Hee, hee, hee.. that sounds like a real undertaking to me :-) I guess with the hardware monitoring and protection the board itself provides (throttling cpu speeds) and such, I really shouldn't worry too much about temps. The reason I sent the Tyan board back was due to some overvoltage problems of cpu core voltage, and didn't want to wipe out a pair of Xeon cpu's. That is one area I really would like to monitor, but seeing what it shows now of 4.08 volts does not leave me much faith in things. Its just too much of a job to try to swag all the components on the mobo, as chip caps and resistors don't lend themselves to scrutiny by old eyes, even with a magnifier! Perhaps one day someone will get things figured out, but until then, I can take the readings with a grain of salt and watch for drastic changes from the initial.. that would be more useful probably in the long run
Thanks MaZe
Maciej Żenczykowski wrote:
The problem is that sometimes the same chips are used but different valued parts (resistors, etc.) are attached to the motherboard.
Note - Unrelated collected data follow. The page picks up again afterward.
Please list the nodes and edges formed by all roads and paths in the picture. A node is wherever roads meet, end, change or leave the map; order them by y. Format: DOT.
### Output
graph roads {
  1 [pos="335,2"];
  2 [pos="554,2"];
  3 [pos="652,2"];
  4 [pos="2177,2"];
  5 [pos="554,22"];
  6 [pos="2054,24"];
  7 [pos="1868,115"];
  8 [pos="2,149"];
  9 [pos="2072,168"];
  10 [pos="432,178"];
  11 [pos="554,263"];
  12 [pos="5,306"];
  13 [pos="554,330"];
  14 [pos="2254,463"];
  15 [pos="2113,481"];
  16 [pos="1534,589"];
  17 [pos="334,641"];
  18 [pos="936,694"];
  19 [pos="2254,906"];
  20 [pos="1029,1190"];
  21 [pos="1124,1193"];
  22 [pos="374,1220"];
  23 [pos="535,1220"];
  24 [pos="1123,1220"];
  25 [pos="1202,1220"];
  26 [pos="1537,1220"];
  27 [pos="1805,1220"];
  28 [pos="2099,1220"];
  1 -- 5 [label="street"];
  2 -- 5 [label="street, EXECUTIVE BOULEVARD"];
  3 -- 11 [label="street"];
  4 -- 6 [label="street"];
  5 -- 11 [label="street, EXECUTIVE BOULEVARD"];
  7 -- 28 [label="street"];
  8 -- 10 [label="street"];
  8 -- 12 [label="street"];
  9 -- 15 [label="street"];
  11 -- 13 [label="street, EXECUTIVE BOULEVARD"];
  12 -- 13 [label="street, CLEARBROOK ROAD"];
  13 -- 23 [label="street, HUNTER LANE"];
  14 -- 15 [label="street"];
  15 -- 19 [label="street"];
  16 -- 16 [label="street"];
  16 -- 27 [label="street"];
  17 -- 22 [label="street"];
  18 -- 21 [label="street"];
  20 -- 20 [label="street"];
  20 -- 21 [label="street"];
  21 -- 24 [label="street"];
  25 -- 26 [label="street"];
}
So only the motherboard manufacturer has any real idea about the proper way to scale the value you can read from the chip to a concrete temperature or voltage. In many cases the default lm_sensors values work OK, but for some oddball motherboards with non-standard values (even though using standard chips!) there's nothing you can really do. You can either experiment or try to take a close look at the motherboard and figure out what actual elements are used (if that is even visible) - not the chips but the tiny extra elements like resistors and/or condensators... Of course you could also theoretically reverse engineer the windows drivers...
Cheers, MaZe.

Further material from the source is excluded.